(Pose landmark coordinates)
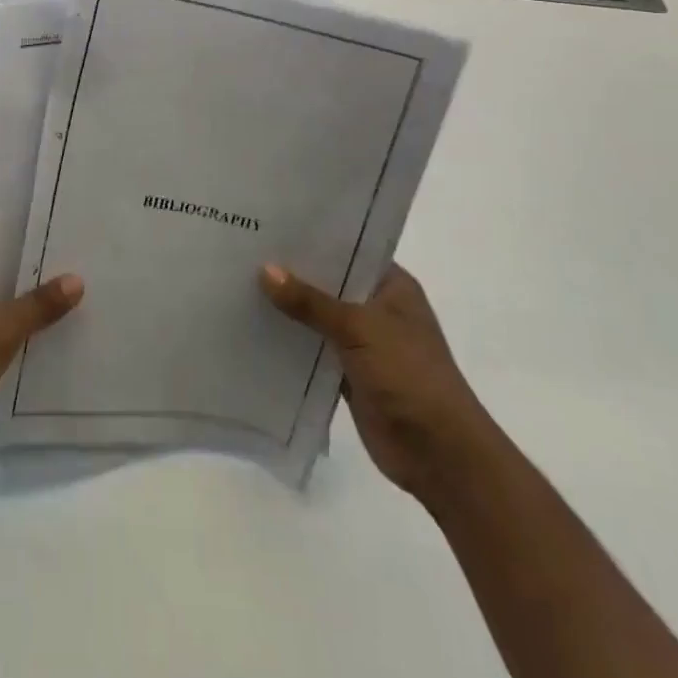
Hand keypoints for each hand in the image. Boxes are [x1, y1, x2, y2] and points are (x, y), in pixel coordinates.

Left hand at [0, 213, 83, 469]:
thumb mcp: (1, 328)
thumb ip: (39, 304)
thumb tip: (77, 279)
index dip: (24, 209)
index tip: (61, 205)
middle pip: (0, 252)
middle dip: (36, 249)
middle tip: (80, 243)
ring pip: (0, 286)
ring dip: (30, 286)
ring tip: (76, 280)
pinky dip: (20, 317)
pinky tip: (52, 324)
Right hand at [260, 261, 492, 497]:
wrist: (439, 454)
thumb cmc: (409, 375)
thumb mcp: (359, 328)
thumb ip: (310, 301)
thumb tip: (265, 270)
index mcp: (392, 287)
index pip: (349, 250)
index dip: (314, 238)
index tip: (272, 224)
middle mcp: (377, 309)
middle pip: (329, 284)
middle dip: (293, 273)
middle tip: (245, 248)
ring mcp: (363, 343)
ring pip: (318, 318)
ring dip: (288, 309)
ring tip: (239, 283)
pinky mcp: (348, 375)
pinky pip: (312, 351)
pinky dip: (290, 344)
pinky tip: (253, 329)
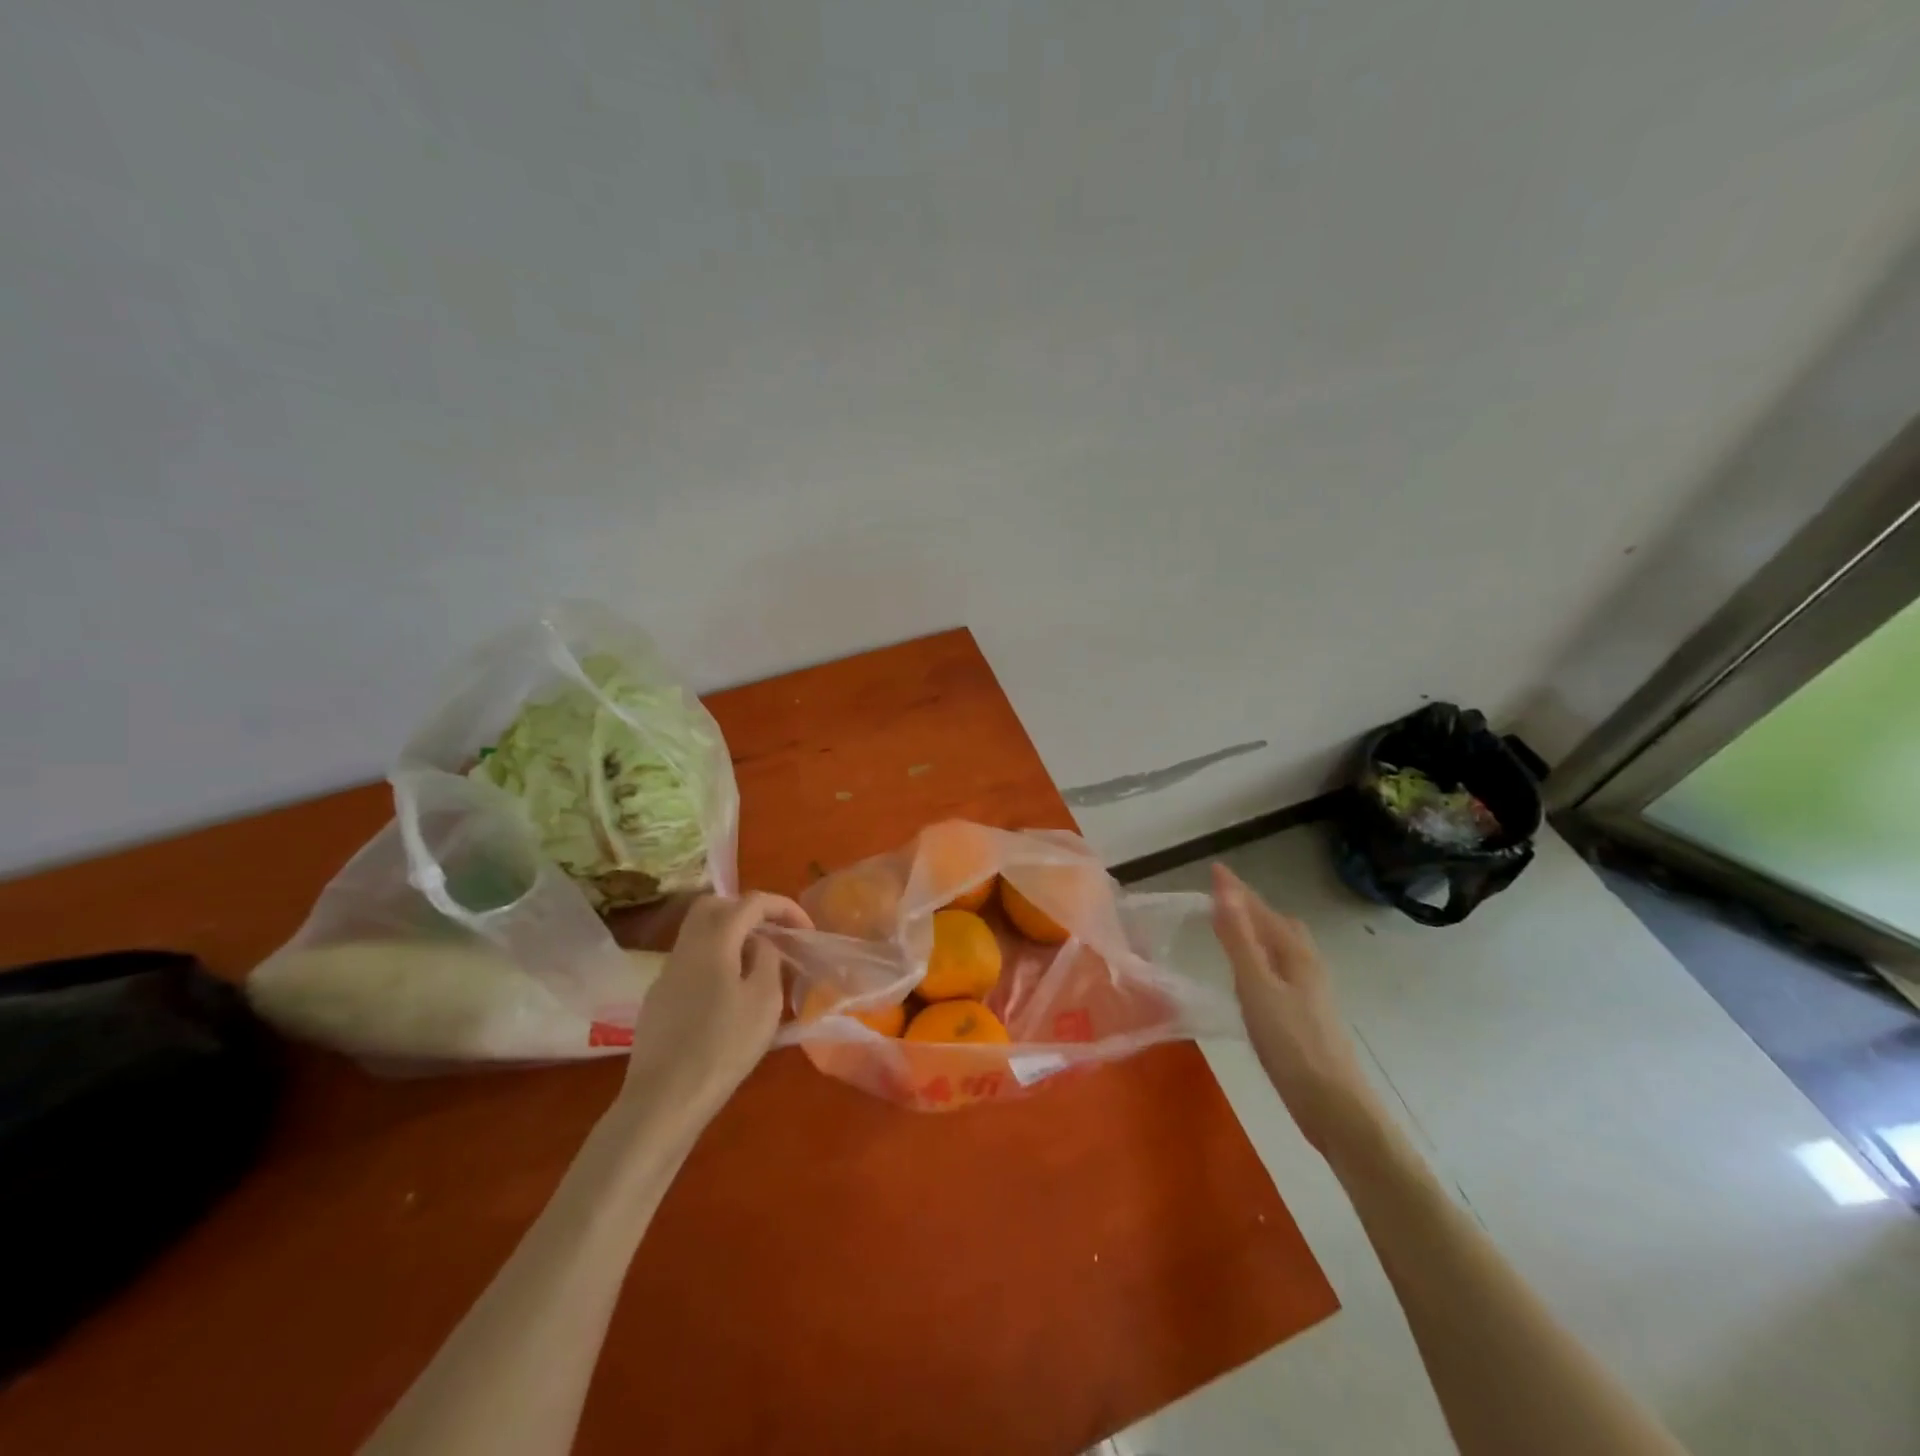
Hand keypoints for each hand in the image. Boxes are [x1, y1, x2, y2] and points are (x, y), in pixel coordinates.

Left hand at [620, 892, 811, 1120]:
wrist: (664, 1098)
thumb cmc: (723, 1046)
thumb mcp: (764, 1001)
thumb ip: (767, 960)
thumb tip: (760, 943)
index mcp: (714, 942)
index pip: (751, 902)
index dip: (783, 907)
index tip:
--
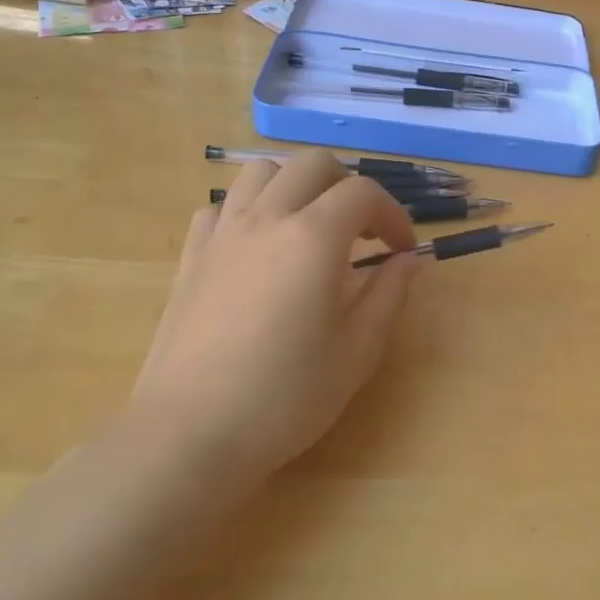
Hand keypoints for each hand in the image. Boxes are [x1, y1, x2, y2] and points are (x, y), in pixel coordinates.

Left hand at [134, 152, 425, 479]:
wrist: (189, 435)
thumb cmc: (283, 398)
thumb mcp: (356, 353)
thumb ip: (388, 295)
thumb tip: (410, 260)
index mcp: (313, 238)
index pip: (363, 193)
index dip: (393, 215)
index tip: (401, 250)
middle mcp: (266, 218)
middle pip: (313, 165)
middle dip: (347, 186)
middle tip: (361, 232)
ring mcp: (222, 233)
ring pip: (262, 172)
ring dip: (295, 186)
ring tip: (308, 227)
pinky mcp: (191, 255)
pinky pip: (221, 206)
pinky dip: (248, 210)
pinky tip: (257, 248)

- _Work order_: In the entries above, please find the line with "middle mcp: (266, 218)" and the line with "pinky tip: (257, 248)", then write out exactly those two lines and every line between them, and nothing more.

- _Answer to the problem_:
middle mcp: (266, 218)
middle pip: (313, 165)
middle dip: (347, 186)
middle tip: (361, 232)
ring mcp: (222, 233)
ring pip: (262, 172)
ring dip: (295, 186)
ring tip: (308, 227)
pinky mcp: (191, 255)
pinky pip: (221, 206)
pinky dip: (248, 210)
pinky tip: (257, 248)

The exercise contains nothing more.